Stored items:
>>

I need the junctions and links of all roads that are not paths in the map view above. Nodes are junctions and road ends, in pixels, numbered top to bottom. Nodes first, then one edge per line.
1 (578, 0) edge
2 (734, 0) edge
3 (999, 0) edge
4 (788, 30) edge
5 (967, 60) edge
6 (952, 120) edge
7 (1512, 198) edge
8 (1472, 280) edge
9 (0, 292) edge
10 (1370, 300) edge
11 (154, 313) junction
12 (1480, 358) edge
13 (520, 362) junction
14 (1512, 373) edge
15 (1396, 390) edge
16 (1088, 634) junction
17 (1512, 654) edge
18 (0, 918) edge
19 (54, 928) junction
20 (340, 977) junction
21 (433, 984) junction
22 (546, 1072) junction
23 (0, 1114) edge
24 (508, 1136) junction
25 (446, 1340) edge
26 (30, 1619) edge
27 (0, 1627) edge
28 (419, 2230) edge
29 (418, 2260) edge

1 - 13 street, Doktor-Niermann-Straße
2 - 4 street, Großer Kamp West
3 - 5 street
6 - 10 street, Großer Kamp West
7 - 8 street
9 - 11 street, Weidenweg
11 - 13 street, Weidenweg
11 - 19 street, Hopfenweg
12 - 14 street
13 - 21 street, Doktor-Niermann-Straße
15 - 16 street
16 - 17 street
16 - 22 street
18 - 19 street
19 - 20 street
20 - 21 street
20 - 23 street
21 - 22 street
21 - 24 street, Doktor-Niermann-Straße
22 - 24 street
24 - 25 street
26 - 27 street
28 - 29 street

<<

• _Prompt_: Go through the records and show every line with the string "Kamp" in it.

• _Your solution_:
2 - 4 street, Großer Kamp West
6 - 10 street, Großer Kamp West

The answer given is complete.